RBC Capital Markets’ analyst Leo Kulp lowered his AMC price target from $38 to $30 per share. "We continue to rate the stock Outperform on the opportunities associated with the recent acquisitions,” Klup noted.
“However, we see more downside than upside to Q3 box office estimates at this point."
AMC has seen its stock price fall 9.47% through early afternoon trading. The stock touched its 52-week low on Monday.
Still, the significant analyst downgrade might not be the biggest reason AMC plummeted on Monday. New reports that the Chinese government is set to prevent banks from lending money to Chinese multinational conglomerate Dalian Wanda could signal disaster for AMC.
Dalian Wanda, which owns AMC and many other companies outside of the entertainment world, has continuously bought up assets in recent years. The Chinese powerhouse has also set its sights on becoming an international entertainment giant – it bought U.S.-based Legendary Entertainment for $3.5 billion in 2016.
However, the Chinese government will now greatly regulate Dalian Wanda’s overseas dealings. Regulators began to prevent Chinese banks from funding most of the company’s overseas acquisitions. Reports state that Beijing is set to curb the firm’s aggressive string of offshore purchases.
The specific focus on Dalian Wanda was first announced in June and reportedly deals with six different foreign acquisitions – four of these were already completed. The move to slow down Dalian Wanda’s investments outside of China, some retroactively, comes as part of an official government effort to drastically slow down overseas investment.
Dalian Wanda will not be allowed to use cash made from its Chinese-based businesses to help its offshore assets. China is also set to make sure Dalian Wanda and others don’t roll foreign assets into Chinese-based holdings.
“Cross-border movement of funds is the background of this,” Keith Pogson, a senior partner at Ernst & Young, told the Wall Street Journal. Chinese Regulators “are sending a clear message to the market that they’re going to make it difficult for companies to finance overseas deals.”

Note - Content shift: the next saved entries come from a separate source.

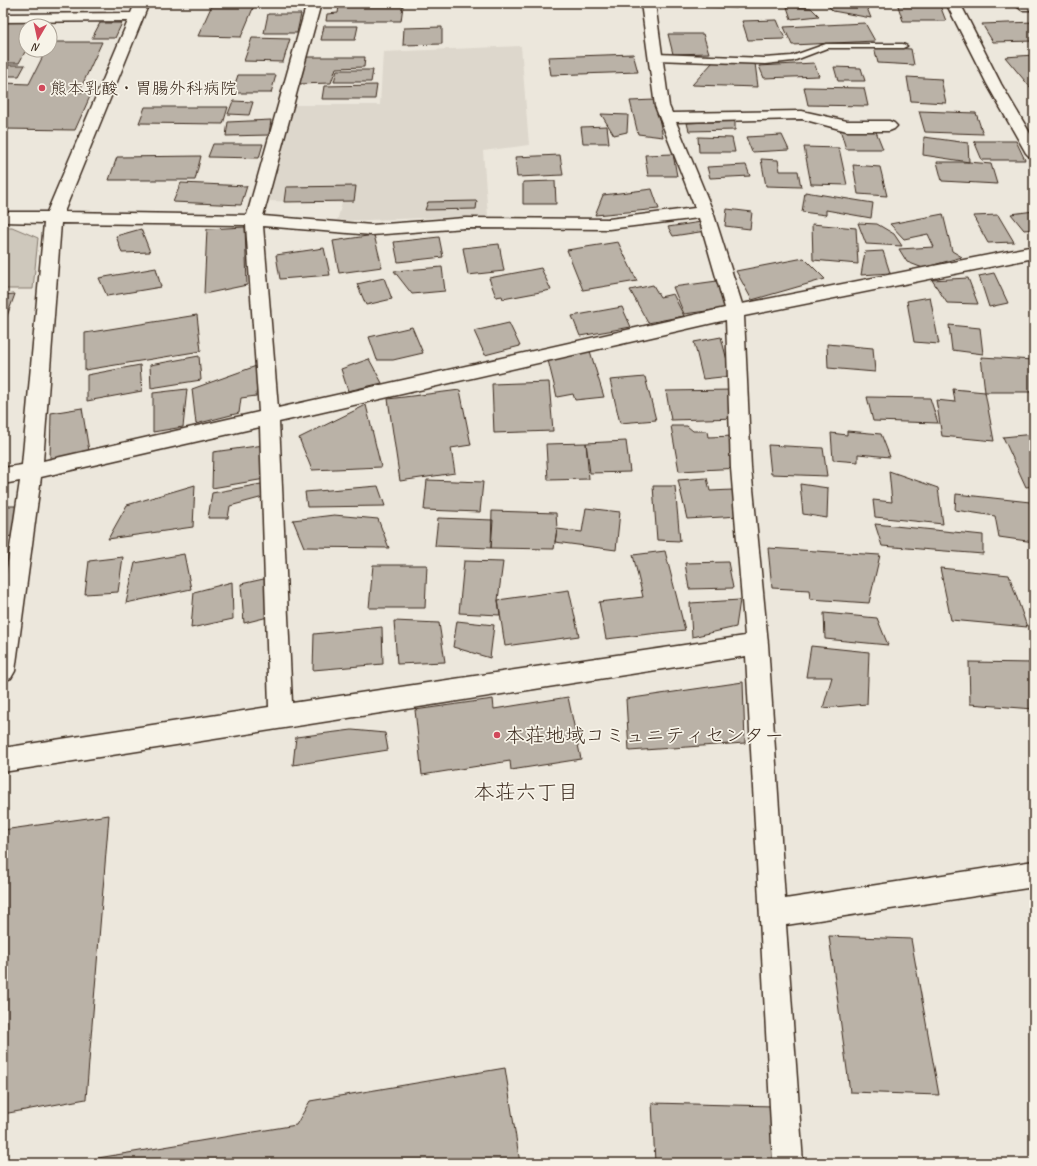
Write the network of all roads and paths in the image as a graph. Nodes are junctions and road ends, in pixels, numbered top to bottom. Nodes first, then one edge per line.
1 (142, 3) edge
2 (314, 3) edge
3 (648, 3) edge
4 (953, 3) edge
5 (1020, 3) edge
6 (1034, 6) edge
7 (135, 17) junction
8 (3, 18) edge
9 (903, 46) dead end
10 (656, 57) junction
11 (667, 118) junction
12 (889, 126) dead end
13 (1034, 153) edge
14 (705, 212) junction
15 (3, 217) edge
16 (53, 218) junction
17 (254, 220) junction
18 (1034, 252) edge
19 (735, 312) junction
20 (269, 417) junction
21 (32, 471) junction
22 (3, 476) edge
23 (757, 644) junction
24 (3, 671) edge
25 (281, 716) junction
26 (3, 760) edge
27 (1034, 874) edge
28 (772, 914) junction
29 (788, 1163) edge

1 - 7 street
2 - 17 street
3 - 10 street
4 - 13 street
5 - 6 street
7 - 8 street
7 - 16 street
9 - 10 lane
10 - 11 street
11 - 12 street
11 - 14 street
14 - 17 street
14 - 19 street
15 - 16 street
16 - 17 street
16 - 21 street
17 - 20 street
18 - 19 street
19 - 20 street
19 - 23 street
20 - 21 street
20 - 25 street
21 - 22 street
21 - 24 street
23 - 25 street
23 - 28 street
25 - 26 street
27 - 28 street
28 - 29 street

Dalian Wanda reportedly violated Beijing's new 2016 overseas investment restrictions. Therefore, the government could possibly try to come down extremely hard on AMC’s parent company.
AMC is a Zacks Rank #4 (Sell), and it scored an “F” grade for Momentum in our Style Score system. Continued negative earnings estimate revisions are a big reason for this “Sell” rating. The entertainment company’s stock price is down 40.94% year-to-date.
On top of the downgrade, the possibly devastating regulatory news, and its slipping stock price, movie theater companies fell as a whole on Monday.
Regal Entertainment (RGC - Free Report) and Cinemark (CNK - Free Report) both dipped around 1.5% in afternoon trading to hover just above their 52-week lows. Imax (IMAX - Free Report) fell 4.30%.